## What to do:
Leave the pictures out and restate each entry below word for word.

[Records excerpted from a collection]
Segment Open
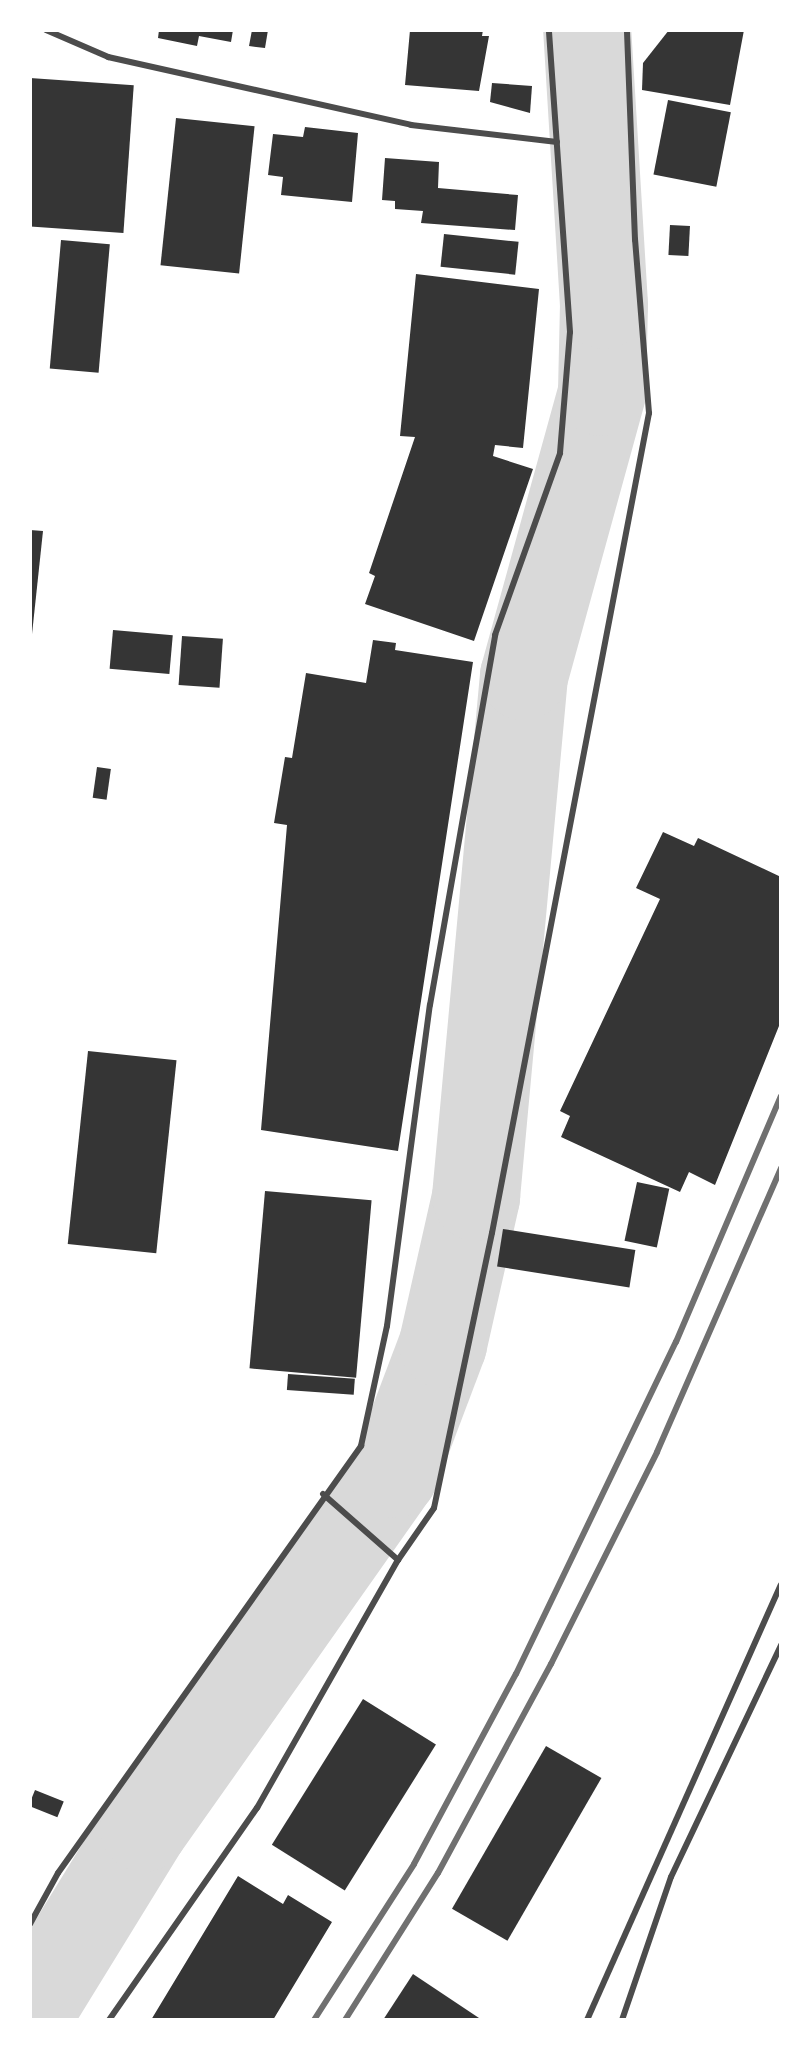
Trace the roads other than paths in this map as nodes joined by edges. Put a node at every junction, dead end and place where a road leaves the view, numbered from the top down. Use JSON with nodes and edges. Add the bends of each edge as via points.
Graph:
{"nodes":[{"id":1,"x":46,"y":30,"type":"edge"},
{"id":2,"x":549,"y":30,"type":"edge"},
{"id":3,"x":627,"y":30,"type":"edge"},
{"id":4,"x":557,"y":142,"type":"junction"},
{"id":5,"x":323,"y":1494,"type":"junction"},
{"id":6,"x":398,"y":1560,"type":"junction"},
{"id":7,"x":781,"y":1585,"type":"edge"},
{"id":8,"x":781,"y":1645,"type":"edge"},
{"id":9,"x":30,"y":1924,"type":"edge"},
{"id":10,"x":109,"y":2020,"type":"edge"},
{"id":11,"x":587,"y":2020,"type":"edge"},
{"id":12,"x":622,"y":2020,"type":"edge"}],
"edges":[{"from":1,"to":4,"type":"lane","via":[[108,57],[411,125]]},
{"from":2,"to":4,"type":"lane"},
{"from":3,"to":6,"type":"lane","via":[[635,240],[649,413],[434,1508]]},
{"from":4,"to":5,"type":"lane","via":[[570,332],[560,453],[495,635],[430,1005],[387,1326],[361,1446]]},
{"from":5,"to":6,"type":"lane"},
{"from":5,"to":9,"type":"lane","via":[[58,1873]]},
{"from":6,"to":10,"type":"lane","via":[[257,1808]]},
{"from":7,"to":11,"type":"lane"},
{"from":8,"to":12,"type":"lane","via":[[671,1877]]}]}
Segment Closed
## Response to the exercise:
Trace the roads other than paths in this map as nodes joined by edges. Put a node at every junction, dead end and place where a road leaves the view, numbered from the top down. Use JSON with nodes and edges. Add the bends of each edge as via points.
Graph:
{"nodes":[{"id":1,"x":46,"y":30,"type":"edge"},
{"id":2,"x":549,"y":30,"type":"edge"},
{"id":3,"x":627,"y":30,"type":"edge"},
{"id":4,"x":557,"y":142,"type":"junction"},
{"id":5,"x":323,"y":1494,"type":"junction"},
{"id":6,"x":398,"y":1560,"type":"junction"},
{"id":7,"x":781,"y":1585,"type":"edge"},
{"id":8,"x":781,"y":1645,"type":"edge"},
{"id":9,"x":30,"y":1924,"type":"edge"},
{"id":10,"x":109,"y":2020,"type":"edge"},
{"id":11,"x":587,"y":2020,"type":"edge"},
{"id":12,"x":622,"y":2020,"type":"edge"}],
"edges":[{"from":1,"to":4,"type":"lane","via":[[108,57],[411,125]]},
{"from":2,"to":4,"type":"lane"},
{"from":3,"to":6,"type":"lane","via":[[635,240],[649,413],[434,1508]]},
{"from":4,"to":5,"type":"lane","via":[[570,332],[560,453],[495,635],[430,1005],[387,1326],[361,1446]]},
{"from":5,"to":6,"type":"lane"},
{"from":5,"to":9,"type":"lane","via":[[58,1873]]},
{"from":6,"to":10,"type":"lane","via":[[257,1808]]},
{"from":7,"to":11,"type":"lane"},
{"from":8,"to":12,"type":"lane","via":[[671,1877]]}]}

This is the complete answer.